◆ Aim of the exercise
Line by line, please look for the word "สามเสน" in the following records, then copy each line you find it in.

◆ Input for this task
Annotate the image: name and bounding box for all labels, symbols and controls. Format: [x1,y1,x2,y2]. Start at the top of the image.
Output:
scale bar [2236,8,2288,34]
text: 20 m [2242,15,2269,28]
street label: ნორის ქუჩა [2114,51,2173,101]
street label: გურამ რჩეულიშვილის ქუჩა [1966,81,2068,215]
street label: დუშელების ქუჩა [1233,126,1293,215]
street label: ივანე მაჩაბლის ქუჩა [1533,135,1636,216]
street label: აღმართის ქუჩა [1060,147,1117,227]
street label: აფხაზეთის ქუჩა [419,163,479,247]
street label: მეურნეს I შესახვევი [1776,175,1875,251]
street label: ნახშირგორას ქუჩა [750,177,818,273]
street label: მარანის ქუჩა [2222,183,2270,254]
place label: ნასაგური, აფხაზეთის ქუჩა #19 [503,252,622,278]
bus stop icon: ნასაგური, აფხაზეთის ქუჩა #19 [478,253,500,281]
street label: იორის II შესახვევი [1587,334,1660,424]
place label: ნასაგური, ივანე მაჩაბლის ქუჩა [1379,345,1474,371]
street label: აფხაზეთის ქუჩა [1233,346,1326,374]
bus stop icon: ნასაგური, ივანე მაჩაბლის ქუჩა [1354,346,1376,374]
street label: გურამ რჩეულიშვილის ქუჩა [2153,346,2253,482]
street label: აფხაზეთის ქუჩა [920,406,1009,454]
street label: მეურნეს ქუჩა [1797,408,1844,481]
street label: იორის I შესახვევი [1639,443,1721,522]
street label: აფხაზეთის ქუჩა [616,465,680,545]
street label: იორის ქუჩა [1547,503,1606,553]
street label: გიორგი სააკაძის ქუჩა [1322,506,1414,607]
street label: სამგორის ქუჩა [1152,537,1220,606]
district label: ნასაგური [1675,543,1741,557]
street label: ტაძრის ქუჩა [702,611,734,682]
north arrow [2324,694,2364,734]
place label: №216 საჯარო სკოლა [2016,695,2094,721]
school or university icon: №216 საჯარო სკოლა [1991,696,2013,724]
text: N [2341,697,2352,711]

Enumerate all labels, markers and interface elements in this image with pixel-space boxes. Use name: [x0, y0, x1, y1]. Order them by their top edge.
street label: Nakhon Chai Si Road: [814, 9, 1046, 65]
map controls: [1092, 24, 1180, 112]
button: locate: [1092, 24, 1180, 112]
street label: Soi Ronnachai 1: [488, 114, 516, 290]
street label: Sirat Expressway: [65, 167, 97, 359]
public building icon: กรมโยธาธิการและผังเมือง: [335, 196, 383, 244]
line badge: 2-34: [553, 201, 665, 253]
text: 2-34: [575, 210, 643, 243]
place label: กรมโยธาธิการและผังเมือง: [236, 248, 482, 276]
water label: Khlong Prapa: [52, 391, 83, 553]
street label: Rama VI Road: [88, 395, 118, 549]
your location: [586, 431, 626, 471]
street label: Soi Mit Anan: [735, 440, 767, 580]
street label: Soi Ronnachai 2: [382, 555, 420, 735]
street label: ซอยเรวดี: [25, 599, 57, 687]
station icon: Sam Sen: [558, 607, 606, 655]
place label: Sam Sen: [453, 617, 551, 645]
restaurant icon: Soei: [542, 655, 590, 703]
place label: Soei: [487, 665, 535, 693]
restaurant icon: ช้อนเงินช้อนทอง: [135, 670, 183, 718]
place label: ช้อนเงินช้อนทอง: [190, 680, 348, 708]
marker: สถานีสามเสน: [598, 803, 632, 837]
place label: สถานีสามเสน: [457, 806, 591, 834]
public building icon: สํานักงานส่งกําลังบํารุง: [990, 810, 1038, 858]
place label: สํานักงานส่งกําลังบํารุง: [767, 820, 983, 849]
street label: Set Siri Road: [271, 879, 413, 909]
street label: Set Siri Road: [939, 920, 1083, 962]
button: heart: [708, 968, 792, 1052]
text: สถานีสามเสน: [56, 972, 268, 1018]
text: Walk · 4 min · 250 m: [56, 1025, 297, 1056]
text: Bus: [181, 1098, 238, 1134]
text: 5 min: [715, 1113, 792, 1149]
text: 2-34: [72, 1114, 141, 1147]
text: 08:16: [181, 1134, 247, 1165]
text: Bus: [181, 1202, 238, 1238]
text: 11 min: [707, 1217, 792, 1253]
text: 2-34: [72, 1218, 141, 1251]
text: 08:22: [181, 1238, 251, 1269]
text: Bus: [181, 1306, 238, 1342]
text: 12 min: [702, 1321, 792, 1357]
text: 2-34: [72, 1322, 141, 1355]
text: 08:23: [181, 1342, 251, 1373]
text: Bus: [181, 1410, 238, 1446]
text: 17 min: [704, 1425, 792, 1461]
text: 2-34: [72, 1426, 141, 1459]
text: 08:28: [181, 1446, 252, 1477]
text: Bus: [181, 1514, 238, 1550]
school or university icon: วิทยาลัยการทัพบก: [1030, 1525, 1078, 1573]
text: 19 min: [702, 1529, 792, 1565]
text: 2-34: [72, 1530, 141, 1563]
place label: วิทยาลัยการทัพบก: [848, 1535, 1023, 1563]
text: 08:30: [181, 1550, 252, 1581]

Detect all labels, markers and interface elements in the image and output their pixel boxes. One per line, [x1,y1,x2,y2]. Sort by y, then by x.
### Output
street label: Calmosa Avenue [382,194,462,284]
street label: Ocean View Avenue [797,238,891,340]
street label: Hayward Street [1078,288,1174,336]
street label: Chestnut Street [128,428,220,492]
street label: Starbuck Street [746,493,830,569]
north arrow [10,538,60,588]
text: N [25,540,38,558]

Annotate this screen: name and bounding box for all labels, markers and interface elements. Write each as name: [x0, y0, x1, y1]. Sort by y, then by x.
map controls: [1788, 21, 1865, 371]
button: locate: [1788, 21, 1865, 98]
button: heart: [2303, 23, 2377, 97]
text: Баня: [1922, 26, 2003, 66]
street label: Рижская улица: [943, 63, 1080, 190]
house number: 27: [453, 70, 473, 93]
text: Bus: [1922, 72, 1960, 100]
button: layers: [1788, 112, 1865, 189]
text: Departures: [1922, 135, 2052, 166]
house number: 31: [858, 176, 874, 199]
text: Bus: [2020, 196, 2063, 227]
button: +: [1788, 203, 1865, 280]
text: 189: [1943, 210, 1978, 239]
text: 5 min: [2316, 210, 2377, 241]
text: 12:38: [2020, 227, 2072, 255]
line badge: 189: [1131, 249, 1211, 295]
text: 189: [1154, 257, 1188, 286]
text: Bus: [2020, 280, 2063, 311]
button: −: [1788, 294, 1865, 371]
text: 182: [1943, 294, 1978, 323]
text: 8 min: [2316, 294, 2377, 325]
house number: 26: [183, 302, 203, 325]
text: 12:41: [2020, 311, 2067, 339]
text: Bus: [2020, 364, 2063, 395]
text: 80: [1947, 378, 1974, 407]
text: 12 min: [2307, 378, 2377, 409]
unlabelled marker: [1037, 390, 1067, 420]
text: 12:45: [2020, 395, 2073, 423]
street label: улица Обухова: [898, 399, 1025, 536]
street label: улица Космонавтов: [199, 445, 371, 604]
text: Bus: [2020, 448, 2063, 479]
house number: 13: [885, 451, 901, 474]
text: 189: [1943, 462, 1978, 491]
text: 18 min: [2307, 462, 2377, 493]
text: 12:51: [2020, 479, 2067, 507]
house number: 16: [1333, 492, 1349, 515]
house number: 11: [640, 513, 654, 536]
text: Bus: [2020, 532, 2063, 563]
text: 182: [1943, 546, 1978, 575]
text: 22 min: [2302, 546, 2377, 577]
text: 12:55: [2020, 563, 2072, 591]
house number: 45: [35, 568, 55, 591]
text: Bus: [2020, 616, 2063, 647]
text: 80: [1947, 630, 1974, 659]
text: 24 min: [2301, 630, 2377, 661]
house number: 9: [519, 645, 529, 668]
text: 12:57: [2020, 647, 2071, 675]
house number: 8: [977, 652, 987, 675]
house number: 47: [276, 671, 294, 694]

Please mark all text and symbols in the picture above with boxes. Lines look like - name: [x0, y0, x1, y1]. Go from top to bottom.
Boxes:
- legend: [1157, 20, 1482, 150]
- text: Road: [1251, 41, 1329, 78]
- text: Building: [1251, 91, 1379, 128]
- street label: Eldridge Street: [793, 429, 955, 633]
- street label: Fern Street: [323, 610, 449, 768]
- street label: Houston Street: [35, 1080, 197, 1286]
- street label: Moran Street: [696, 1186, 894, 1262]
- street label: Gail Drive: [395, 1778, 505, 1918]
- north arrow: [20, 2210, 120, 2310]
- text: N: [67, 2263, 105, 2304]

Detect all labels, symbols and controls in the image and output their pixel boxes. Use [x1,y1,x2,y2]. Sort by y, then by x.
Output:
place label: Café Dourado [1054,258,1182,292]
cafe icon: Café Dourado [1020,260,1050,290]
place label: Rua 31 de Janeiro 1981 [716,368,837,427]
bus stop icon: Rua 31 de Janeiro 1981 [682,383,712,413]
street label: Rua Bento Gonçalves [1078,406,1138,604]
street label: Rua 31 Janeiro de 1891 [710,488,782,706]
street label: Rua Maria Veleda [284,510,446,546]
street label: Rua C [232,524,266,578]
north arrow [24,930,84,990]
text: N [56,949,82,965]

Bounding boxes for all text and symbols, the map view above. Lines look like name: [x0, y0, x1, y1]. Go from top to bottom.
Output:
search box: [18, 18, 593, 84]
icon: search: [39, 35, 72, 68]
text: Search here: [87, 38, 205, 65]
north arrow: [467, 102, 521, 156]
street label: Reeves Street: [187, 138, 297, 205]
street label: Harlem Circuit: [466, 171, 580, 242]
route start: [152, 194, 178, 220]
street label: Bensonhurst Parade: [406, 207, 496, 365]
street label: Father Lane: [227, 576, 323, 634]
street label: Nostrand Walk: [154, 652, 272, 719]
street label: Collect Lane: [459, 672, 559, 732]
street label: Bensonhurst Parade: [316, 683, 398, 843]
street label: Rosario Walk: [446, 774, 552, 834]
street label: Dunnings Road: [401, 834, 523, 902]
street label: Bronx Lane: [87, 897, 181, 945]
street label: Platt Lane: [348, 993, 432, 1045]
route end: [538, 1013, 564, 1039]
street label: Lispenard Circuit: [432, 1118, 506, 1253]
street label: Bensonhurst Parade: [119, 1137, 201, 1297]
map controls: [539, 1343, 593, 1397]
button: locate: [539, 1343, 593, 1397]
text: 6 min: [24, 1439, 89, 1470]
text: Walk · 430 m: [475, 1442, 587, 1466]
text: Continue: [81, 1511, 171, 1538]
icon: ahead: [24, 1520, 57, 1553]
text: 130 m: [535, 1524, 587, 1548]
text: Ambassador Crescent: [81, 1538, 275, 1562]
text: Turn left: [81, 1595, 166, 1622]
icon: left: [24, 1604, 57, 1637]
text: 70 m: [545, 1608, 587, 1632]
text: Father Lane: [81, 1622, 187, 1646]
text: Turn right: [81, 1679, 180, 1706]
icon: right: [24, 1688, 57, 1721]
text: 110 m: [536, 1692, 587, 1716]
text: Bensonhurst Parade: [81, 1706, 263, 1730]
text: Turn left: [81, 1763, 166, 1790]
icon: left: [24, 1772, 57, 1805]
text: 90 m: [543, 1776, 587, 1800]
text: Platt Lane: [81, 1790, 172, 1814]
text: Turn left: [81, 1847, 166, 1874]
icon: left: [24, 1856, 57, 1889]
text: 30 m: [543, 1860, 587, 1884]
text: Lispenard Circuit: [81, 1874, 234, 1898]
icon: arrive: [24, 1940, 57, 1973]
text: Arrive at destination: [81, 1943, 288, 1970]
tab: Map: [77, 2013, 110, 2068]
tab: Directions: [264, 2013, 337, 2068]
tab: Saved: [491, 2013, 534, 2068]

◆ Answer box
marker: สถานีสามเสน: [598, 803, 632, 837]
place label: สถานีสามเสน: [457, 806, 591, 834]
text: สถานีสามเสน: [56, 972, 268, 1018]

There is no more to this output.